How to complete this task. Leaving the pictures aside, transcribe the data below exactly.
### Information provided ###
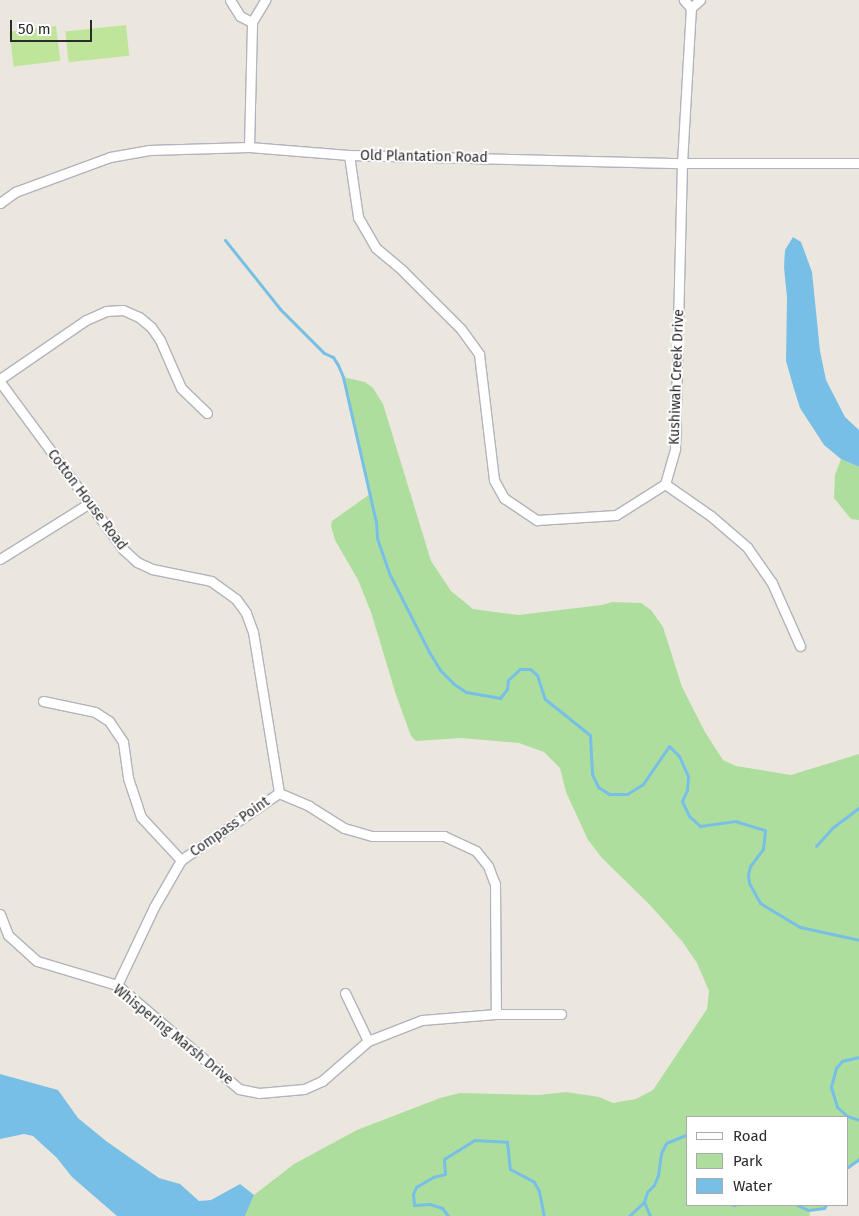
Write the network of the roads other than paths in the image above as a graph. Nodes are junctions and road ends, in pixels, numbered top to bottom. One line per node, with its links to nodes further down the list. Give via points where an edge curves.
1 (230, 0): 6 (street, via 240,16)
2 (265, 0): 6 (street)
3 (684, 0): 5 (street)
4 (700, 0): 5 (street)
5 (691, 8): 9 (street, Kushiwah Creek Drive)
6 (252, 22): 7 (street)
7 (249, 147): 8 (street, Old Plantation Road); 11 (street, Old Plantation Road, via 149,150 110,157 15,192)
8 (349, 155): 9 (street, Old Plantation Road); 14 (street, via 358,217 376,248 461,329 479,354 494,480 504,498 537,520 616,515)
9 (682, 163): 10 (street, Old Plantation Road); 14 (street, Kushiwah Creek Drive, via 675,448)
10 (859, 163)
11 (0, 203)
12 (0, 380): 13 (street, via 86,320 106,311 123,310 151,327 181,388); 15 (street, Cotton House Road)
13 (206, 413)
14 (665, 484): 17 (street, via 712,516 748,547 772,583)
15 (88, 504): 16 (street); 19 (street, Cotton House Road, via 137,562 152,569 211,581 236,599 246,613 253,632)
16 (0, 559)
17 (800, 646)
18 (43, 701): 20 (street, via 95,712 109,721 123,742 128,778 141,816)
19 (279, 793): 20 (street, Compass Point); 24 (street, Compass Point, via 309,806 344,828 372,836 444,836 476,851 488,866 495,884)
20 (181, 860): 22 (street, Compass Point, via 154,906)
21 (0, 914): 22 (street, Whispering Marsh Drive, via 8,935 37,961)
22 (117, 986): 26 (street, Whispering Marsh Drive, via 239,1089 259,1093 304,1088 322,1081)
23 (345, 993): 26 (street)
24 (496, 1014): 25 (street, Whispering Marsh Drive); 26 (street, Whispering Marsh Drive, via 422,1020)
25 (561, 1014)
26 (368, 1041)

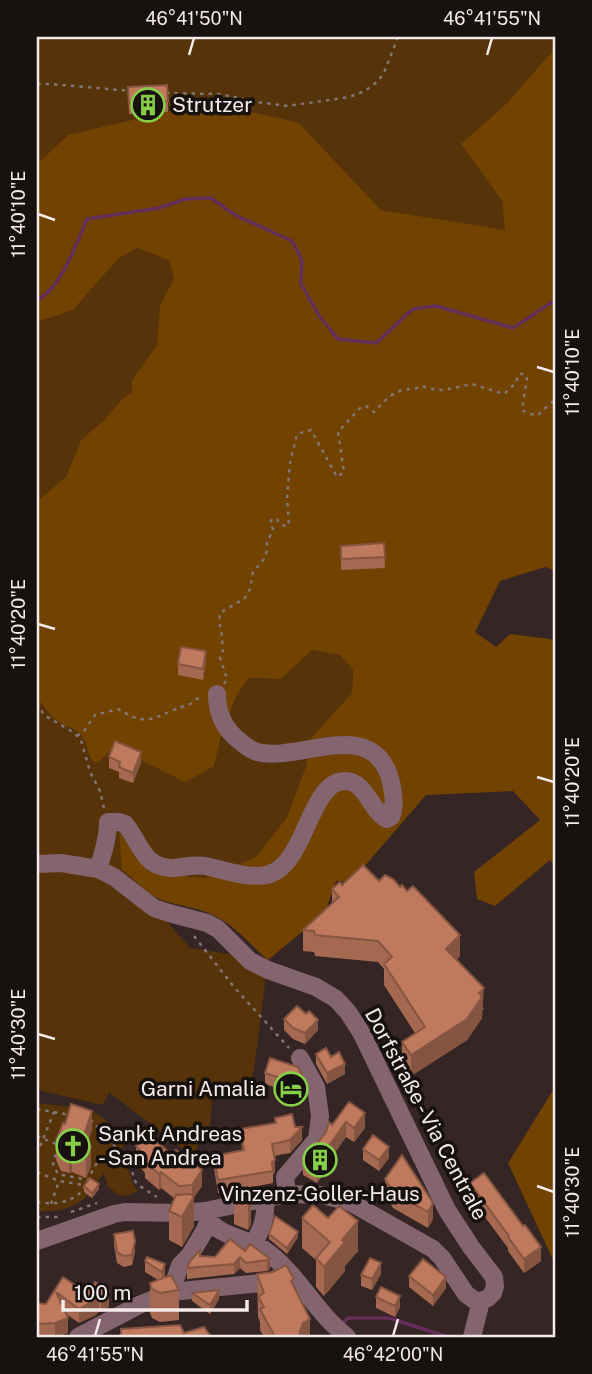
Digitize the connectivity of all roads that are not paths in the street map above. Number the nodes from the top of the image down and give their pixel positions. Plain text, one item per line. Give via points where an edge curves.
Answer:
###
Completed exercise.
Write the network of the roads other than paths in the image above as a graph. Nodes are junctions and road ends, in pixels, numbered top to bottom. One line per node, with its links to nodes further down the list. Give via points where an edge curves.
1 (230, 0): 6 (street, via 240,16)
2 (265, 0): 6 (street)
3 (684, 0): 5 (street)
4 (700, 0): 5 (street)
5 (691, 8): 9 (street, Kushiwah Creek Drive)
6 (252, 22): 7 (street)
7 (249, 147): 8 (street, Old Plantation Road); 11 (street, Old Plantation Road, via 149,150 110,157 15,192)
8 (349, 155): 9 (street, Old Plantation Road); 14 (street, via 358,217 376,248 461,329 479,354 494,480 504,498 537,520 616,515)
9 (682, 163): 10 (street, Old Plantation Road); 14 (street, Kushiwah Creek Drive, via 675,448)
10 (859, 163)
11 (0, 203)
12 (0, 380): 13 (street, via 86,320 106,311 123,310 151,327 181,388); 15 (street, Cotton House Road)
13 (206, 413)
14 (665, 484): 17 (street, via 712,516 748,547 772,583)
15 (88, 504): 16 (street); 19 (street, Cotton House Road, via 137,562 152,569 211,581 236,599 246,613 253,632)
16 (0, 559)
17 (800, 646)
18 (43, 701): 20 (street, via 95,712 109,721 123,742 128,778 141,816)
19 (279, 793): 20 (street, Compass Point); 24 (street, Compass Point, via 309,806 344,828 372,836 444,836 476,851 488,866 495,884)
20 (181, 860): 22 (street, Compass Point, via 154,906)
21 (0, 914): 22 (street, Whispering Marsh Drive, via 8,935 37,961)
22 (117, 986): 26 (street, Whispering Marsh Drive, via 239,1089 259,1093 304,1088 322,1081)
23 (345, 993): 26 (street)
24 (496, 1014): 25 (street, Whispering Marsh Drive); 26 (street, Whispering Marsh Drive, via 422,1020)
25 (561, 1014)
26 (368, 1041)

Digitize the connectivity of all roads that are not paths in the street map above. Number the nodes from the top of the image down and give their pixel positions. Plain text, one item per line. Give via points where an edge curves.
Answer:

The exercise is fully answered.